I d say good boots and clean socks with foot powder and anti-fungal cream just in case. I dont mind being cold but cant tolerate being cold with numb and damp feet..thats where I draw the line..


----------



## rails2rails (Feb 2, 2013)

Something good to read.


----------



## zephyr23 (Feb 2, 2013)

a tarp or my knife i would say


----------



## Fishkiss (Feb 2, 2013)

My.dog


----------



## Oddman (Feb 3, 2013)

A good sleeping bag with a sleeping pad. If you don't have a tent (like I didn't for a while after I lost my poles) you can almost always find some shelter to sleep under. But if you don't have a sleeping bag, you'd better have money for a hostel or some friends in the area. And those sure aren't always at hand.


----------



## turnip (Feb 4, 2013)

i agree with a decent sleeping bag, at least during the colder months of the year. everything else is come and go and can pretty easily be picked up on the way (books, random articles of clothing abound, etc). i fuckin hate being cold when i'm trying to sleep.


----------



## crow jane (Feb 4, 2013)

My backpack.

Because I use that to put all my less needed items in


----------



## daveycrockett (Feb 4, 2013)

my mind.


----------



## schmutz (Feb 4, 2013)

I'm pretty good at improvising but it seems like the one thing I always wish I had if I don't is a can opener. (and the one thing I forget along the way is usally...a can opener  )


----------



## Peagreen (Feb 6, 2013)

schmutz said:


> I'm pretty good at improvising but it seems like the one thing I always wish I had if I don't is a can opener. (and the one thing I forget along the way is usally...a can opener  )

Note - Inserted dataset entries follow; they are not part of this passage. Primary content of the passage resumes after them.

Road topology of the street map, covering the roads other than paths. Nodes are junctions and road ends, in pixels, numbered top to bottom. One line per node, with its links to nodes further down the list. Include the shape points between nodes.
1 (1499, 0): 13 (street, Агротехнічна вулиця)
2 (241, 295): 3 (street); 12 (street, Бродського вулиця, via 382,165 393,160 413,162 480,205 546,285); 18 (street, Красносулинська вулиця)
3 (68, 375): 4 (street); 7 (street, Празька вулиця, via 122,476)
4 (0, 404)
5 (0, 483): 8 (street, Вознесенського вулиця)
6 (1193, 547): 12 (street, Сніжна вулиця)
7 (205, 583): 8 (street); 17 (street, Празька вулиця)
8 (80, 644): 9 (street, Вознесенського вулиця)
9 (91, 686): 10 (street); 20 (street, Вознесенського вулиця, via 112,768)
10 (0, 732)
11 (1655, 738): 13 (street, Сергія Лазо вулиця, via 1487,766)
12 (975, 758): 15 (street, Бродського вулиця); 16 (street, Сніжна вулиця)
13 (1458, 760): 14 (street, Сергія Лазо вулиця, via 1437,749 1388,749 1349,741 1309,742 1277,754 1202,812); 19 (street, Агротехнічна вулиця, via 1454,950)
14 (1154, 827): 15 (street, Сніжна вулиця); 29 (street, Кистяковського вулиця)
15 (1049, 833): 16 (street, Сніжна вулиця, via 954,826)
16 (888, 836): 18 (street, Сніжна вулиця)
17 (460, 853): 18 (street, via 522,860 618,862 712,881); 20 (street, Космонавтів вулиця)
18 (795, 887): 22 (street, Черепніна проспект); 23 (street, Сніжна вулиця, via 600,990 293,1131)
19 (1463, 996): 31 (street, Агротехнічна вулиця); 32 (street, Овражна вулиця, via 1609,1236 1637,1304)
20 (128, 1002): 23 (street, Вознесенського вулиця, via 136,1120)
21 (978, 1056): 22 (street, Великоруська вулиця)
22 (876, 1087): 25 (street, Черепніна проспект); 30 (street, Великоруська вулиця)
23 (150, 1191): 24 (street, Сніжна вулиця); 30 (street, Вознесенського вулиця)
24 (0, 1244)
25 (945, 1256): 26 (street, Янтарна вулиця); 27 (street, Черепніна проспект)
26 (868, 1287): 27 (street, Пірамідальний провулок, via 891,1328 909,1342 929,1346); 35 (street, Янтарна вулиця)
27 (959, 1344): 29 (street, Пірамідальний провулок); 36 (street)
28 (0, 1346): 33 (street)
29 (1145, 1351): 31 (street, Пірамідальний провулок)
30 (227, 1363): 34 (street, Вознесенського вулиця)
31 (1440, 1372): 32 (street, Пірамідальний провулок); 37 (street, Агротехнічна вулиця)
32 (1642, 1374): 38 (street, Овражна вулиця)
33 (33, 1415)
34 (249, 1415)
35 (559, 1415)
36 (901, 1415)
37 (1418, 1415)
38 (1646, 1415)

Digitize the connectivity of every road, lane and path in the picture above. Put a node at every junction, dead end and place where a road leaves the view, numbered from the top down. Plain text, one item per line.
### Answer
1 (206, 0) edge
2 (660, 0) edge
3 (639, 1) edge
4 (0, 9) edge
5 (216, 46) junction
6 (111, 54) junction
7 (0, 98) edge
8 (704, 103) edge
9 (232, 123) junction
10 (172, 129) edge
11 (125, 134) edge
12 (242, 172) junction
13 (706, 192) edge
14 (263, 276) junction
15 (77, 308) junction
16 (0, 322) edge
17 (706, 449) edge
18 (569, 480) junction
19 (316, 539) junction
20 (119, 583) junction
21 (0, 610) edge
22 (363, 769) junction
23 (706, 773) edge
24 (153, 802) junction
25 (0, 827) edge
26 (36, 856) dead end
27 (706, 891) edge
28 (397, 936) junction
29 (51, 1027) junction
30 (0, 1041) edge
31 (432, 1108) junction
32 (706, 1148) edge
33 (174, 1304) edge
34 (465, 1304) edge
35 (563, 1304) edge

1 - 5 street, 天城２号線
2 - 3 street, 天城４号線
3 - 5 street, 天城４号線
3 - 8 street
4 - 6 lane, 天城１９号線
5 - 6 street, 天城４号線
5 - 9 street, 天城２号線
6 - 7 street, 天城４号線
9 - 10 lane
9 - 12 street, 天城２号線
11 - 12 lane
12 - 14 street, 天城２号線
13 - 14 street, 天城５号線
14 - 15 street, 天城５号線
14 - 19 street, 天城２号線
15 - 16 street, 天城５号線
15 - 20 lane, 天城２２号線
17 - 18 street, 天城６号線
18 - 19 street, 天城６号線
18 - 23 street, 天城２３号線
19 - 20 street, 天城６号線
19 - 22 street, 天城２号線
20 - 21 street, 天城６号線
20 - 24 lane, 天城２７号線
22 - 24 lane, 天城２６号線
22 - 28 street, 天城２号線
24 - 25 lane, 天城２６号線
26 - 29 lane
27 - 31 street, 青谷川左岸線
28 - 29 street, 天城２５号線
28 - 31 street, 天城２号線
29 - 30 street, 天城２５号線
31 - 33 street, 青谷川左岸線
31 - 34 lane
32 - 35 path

Grab a few p38 openers from a a/n surplus store, cheap last forever and fit anywhere..


----------



## schmutz (Feb 8, 2013)

I usually try to put a can/bottle opener on a ball chain around my neck... but I give it away or forget it somewhere.... I am like that with everything though. I think I've lost more than I ever owned ;-)


----------



## Benny (Feb 8, 2013)

A big water bottle. No water was the only thing that nearly killed me in the summer heat.


----------



## travelin (Feb 9, 2013)

leatherman wave, nuff said...


----------



## TimeToGo (Feb 11, 2013)

Socks for sure.


----------